-------- Given entries --------
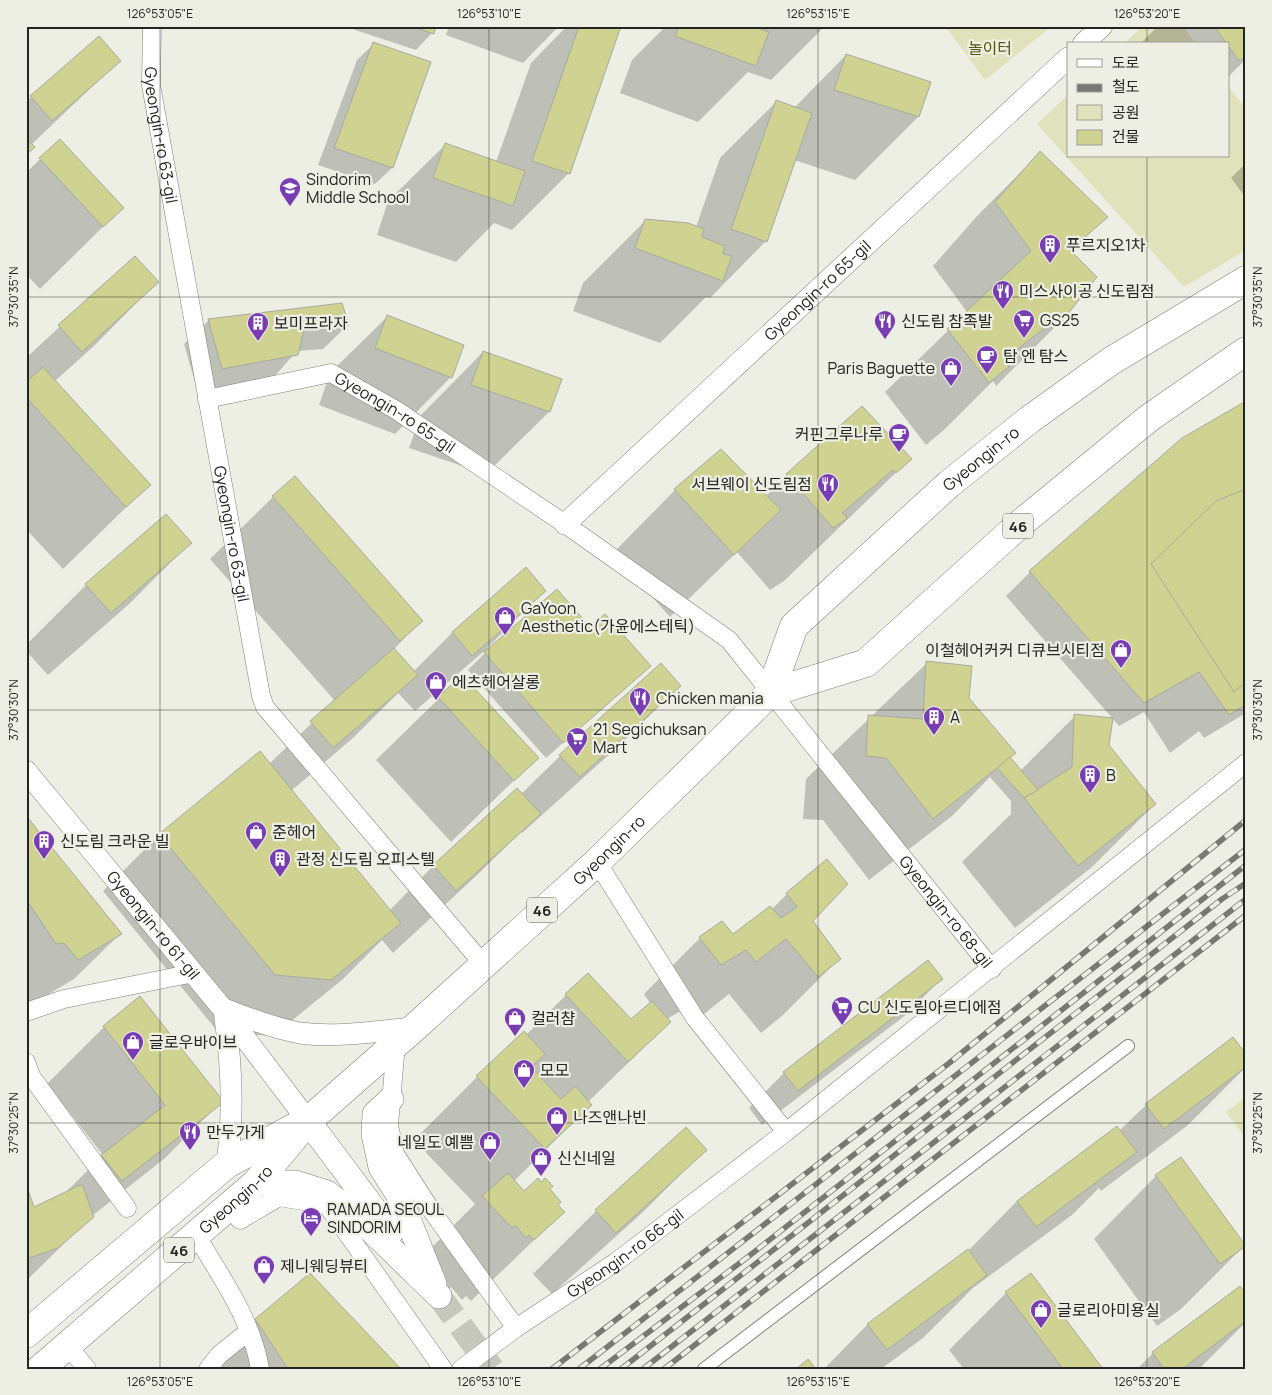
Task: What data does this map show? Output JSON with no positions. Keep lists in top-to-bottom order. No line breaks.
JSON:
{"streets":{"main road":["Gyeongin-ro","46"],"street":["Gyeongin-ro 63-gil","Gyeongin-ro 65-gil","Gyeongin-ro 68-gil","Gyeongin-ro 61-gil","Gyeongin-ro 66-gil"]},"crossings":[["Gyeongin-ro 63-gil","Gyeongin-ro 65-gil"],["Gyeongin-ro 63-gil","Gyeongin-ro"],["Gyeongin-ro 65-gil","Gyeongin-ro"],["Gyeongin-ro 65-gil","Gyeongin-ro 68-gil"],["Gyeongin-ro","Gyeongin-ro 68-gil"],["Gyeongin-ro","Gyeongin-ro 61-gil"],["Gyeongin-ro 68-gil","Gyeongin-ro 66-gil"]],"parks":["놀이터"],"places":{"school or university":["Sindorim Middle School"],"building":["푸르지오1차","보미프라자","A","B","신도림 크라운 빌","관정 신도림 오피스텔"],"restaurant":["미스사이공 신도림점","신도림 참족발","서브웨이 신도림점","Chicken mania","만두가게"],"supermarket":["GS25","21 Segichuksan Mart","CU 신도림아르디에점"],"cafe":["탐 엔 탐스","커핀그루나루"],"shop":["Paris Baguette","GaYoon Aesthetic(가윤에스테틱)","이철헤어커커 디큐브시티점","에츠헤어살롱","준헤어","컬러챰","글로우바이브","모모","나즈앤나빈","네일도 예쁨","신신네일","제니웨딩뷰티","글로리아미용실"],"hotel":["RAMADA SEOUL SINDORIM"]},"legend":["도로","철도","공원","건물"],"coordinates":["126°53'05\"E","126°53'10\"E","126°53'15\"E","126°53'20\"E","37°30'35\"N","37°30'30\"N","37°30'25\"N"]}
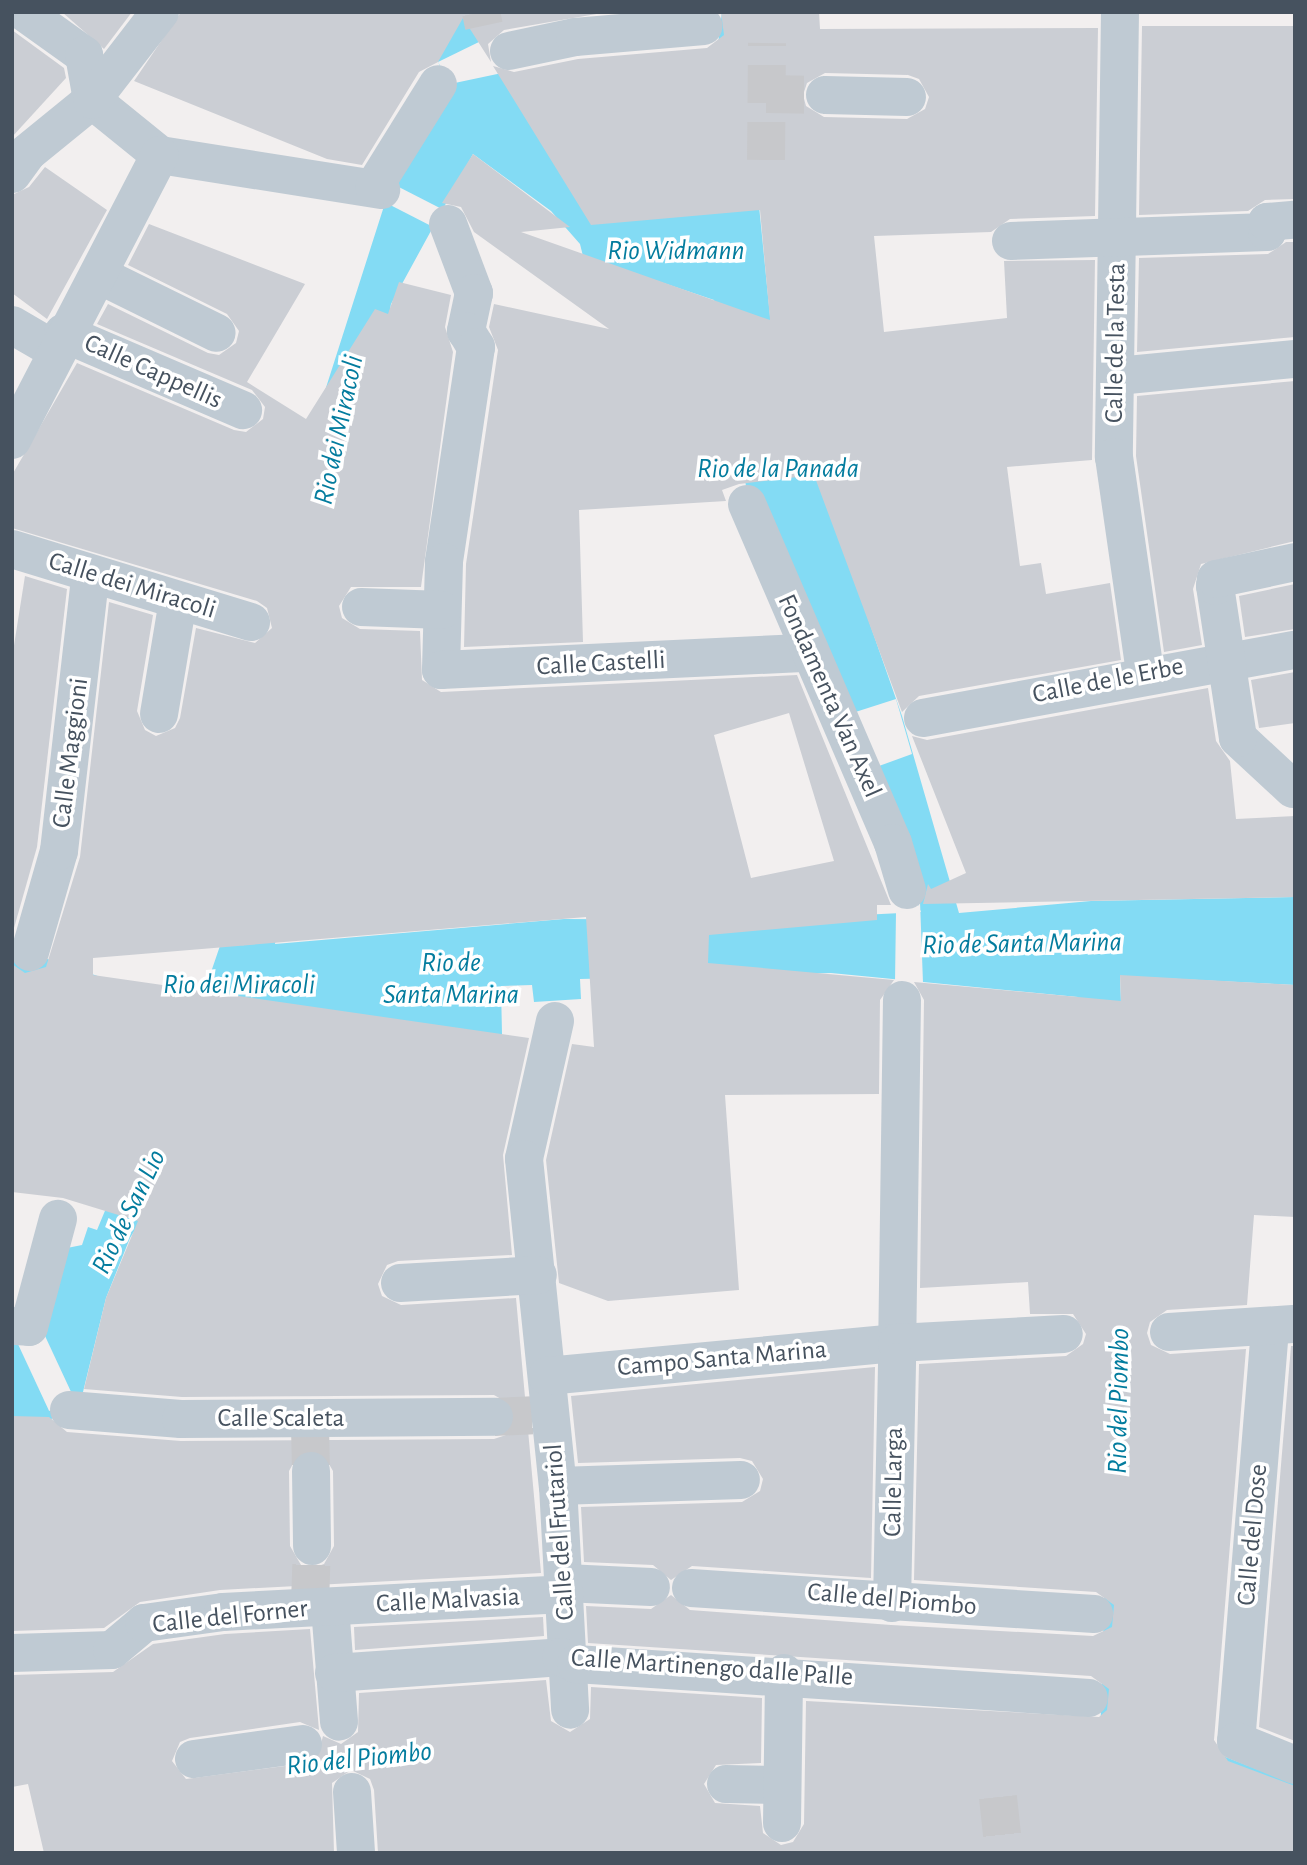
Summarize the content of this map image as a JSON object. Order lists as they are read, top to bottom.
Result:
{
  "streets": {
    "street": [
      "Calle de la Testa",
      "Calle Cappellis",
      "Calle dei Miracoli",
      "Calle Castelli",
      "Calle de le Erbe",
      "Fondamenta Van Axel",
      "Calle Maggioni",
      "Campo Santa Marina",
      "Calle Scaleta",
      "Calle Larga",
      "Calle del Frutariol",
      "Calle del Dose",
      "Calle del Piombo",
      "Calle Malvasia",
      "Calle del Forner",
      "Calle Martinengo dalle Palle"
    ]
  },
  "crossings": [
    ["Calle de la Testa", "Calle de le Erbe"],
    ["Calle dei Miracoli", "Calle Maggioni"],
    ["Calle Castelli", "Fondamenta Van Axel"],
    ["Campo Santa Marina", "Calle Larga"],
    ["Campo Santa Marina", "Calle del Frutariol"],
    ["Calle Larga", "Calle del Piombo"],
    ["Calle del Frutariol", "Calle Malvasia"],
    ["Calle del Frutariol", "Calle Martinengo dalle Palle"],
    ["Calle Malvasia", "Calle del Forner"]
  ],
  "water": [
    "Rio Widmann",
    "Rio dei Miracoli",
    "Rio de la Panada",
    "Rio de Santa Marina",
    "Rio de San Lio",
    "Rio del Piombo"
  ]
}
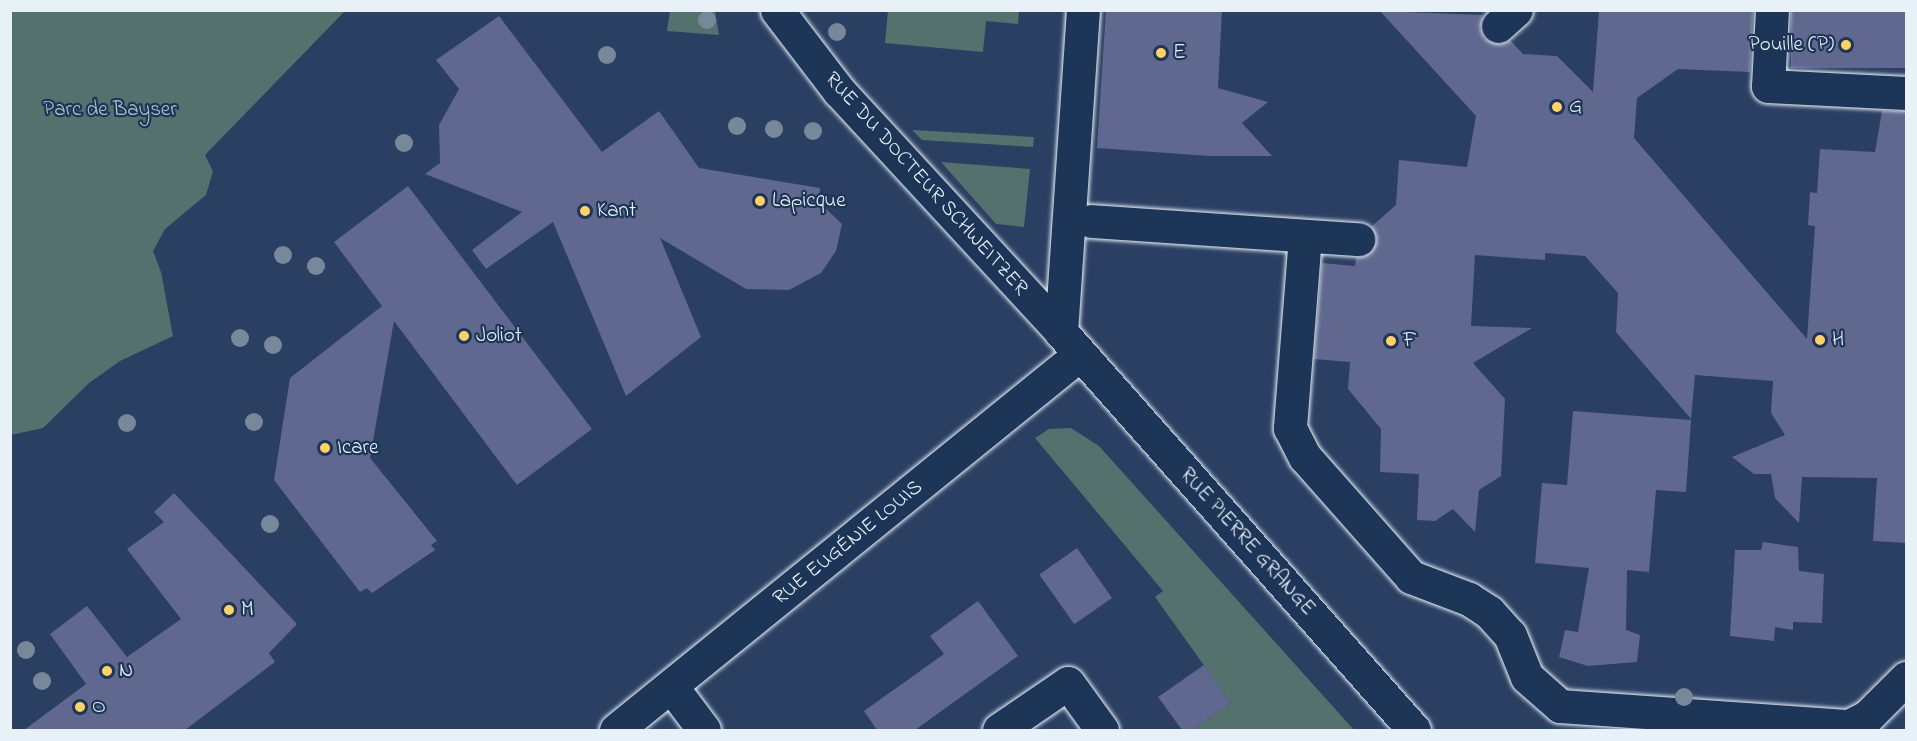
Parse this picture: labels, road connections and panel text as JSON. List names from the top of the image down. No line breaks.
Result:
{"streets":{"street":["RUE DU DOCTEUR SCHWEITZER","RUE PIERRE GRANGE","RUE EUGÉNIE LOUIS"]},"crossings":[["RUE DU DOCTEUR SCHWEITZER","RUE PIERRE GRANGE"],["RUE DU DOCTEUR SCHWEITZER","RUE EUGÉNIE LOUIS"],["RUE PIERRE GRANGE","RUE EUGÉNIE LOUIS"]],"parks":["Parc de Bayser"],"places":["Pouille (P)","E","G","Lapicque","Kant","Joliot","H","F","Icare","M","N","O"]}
--------
Every line with "Palle" in it should be copied from the entries.

      "Calle Martinengo dalle Palle"
    ["Calle del Frutariol", "Calle Martinengo dalle Palle"],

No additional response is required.